§ **Description of the task**: Copy every line of the records below that holds the word "Right".

+++ Task material

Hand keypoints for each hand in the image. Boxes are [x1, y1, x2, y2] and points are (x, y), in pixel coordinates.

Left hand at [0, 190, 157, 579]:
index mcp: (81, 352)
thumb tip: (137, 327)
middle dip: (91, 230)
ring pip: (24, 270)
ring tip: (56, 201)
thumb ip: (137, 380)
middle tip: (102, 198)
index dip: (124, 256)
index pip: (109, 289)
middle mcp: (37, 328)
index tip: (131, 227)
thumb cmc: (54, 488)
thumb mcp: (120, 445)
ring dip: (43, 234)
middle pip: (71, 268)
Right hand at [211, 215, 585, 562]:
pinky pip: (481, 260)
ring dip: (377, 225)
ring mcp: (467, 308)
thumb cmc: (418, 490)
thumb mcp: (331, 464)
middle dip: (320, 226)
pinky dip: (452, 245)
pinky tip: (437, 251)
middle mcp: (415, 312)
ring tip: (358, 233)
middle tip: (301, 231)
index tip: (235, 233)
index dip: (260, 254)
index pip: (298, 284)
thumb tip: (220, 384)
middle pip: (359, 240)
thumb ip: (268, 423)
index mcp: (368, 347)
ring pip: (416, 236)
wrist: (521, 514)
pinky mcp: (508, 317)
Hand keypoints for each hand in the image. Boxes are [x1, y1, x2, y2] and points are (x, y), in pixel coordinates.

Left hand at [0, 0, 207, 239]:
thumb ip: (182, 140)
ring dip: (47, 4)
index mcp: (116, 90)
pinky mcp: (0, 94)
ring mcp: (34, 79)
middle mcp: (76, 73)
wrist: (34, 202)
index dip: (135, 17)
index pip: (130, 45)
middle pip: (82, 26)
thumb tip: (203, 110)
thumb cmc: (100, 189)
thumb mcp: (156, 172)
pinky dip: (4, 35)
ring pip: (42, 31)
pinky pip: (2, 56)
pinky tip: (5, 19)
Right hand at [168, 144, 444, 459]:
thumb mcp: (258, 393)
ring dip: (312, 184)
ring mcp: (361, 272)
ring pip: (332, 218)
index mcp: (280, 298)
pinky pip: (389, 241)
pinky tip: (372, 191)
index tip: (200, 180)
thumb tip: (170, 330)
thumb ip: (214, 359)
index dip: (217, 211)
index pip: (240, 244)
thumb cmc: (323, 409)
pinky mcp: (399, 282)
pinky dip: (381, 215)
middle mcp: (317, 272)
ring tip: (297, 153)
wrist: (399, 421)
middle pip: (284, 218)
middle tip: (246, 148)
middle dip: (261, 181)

++++++
+++ Task material

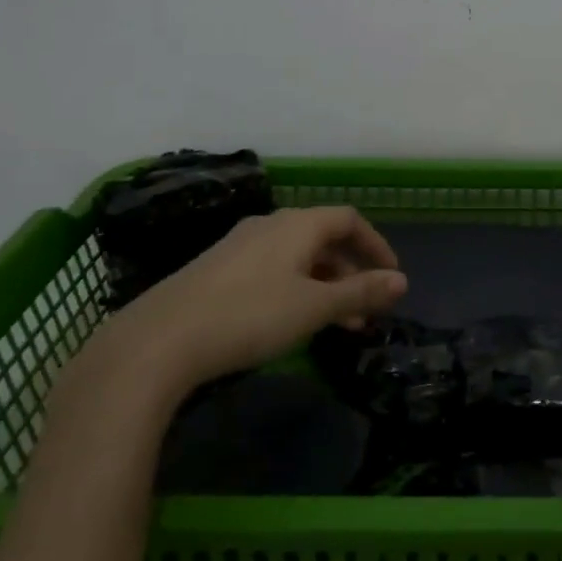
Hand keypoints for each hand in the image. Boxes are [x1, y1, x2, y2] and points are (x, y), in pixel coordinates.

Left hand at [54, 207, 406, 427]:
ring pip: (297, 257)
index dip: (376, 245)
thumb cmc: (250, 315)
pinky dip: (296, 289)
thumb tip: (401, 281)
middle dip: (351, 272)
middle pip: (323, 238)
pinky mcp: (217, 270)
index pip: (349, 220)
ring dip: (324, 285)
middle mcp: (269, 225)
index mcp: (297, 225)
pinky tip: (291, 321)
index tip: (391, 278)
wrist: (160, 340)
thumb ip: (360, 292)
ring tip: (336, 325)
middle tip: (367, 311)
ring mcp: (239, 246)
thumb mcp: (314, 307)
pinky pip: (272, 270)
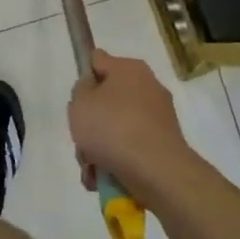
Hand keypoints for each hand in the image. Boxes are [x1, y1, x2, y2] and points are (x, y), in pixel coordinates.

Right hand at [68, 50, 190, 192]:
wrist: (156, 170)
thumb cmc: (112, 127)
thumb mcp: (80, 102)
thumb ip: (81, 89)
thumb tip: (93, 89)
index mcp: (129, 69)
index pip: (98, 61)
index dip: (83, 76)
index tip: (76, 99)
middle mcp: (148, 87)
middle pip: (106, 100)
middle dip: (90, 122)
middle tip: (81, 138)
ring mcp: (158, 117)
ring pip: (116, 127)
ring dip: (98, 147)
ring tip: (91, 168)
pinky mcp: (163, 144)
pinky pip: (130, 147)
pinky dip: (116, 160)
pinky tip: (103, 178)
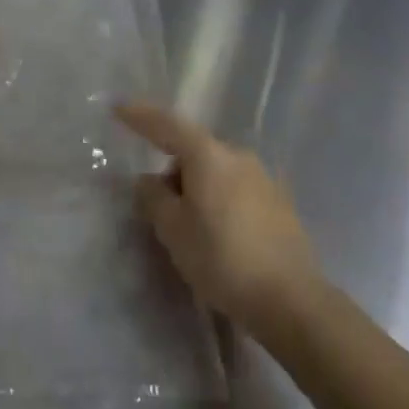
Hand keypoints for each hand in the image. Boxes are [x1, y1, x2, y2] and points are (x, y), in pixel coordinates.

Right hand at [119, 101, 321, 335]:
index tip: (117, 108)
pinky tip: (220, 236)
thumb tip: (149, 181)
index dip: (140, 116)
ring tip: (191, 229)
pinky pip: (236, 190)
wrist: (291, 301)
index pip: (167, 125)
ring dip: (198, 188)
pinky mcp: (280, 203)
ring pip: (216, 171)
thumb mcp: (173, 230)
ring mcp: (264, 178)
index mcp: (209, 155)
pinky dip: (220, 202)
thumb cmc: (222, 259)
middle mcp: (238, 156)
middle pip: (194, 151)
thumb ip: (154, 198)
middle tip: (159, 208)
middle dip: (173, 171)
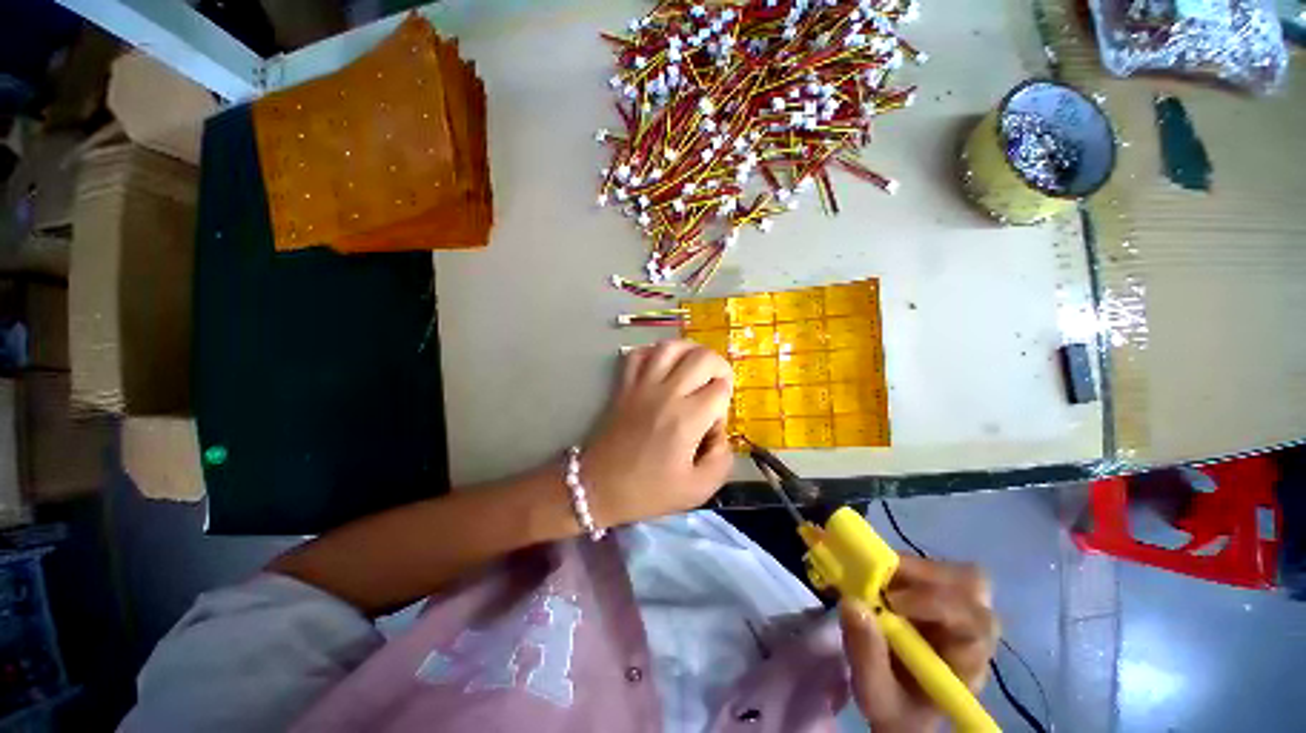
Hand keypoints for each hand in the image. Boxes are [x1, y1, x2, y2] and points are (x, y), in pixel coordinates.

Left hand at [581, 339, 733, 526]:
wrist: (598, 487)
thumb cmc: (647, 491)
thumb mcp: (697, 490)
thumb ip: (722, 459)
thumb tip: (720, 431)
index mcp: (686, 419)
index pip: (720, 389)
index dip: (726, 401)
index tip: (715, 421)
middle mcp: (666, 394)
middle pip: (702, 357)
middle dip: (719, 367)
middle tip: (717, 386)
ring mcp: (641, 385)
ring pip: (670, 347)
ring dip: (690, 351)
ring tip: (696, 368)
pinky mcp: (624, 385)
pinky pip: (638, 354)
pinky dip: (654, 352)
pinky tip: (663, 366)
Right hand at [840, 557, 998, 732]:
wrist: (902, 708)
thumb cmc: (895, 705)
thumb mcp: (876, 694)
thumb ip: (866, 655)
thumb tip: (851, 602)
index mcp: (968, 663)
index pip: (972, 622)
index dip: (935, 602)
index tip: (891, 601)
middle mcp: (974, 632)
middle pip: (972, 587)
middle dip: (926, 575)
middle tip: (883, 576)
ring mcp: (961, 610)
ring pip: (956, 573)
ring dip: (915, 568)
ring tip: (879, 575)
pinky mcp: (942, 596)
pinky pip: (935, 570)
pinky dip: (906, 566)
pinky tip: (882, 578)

++++++

§ **The completed task**:
Right hand at [211, 215, 585, 562]:
Right hand at [168, 144, 444, 459]:
Right hand at [68, 50, 190, 192]:
Right hand at [119, 101, 321, 335]:
Right hand at [840, 557, 998, 732]:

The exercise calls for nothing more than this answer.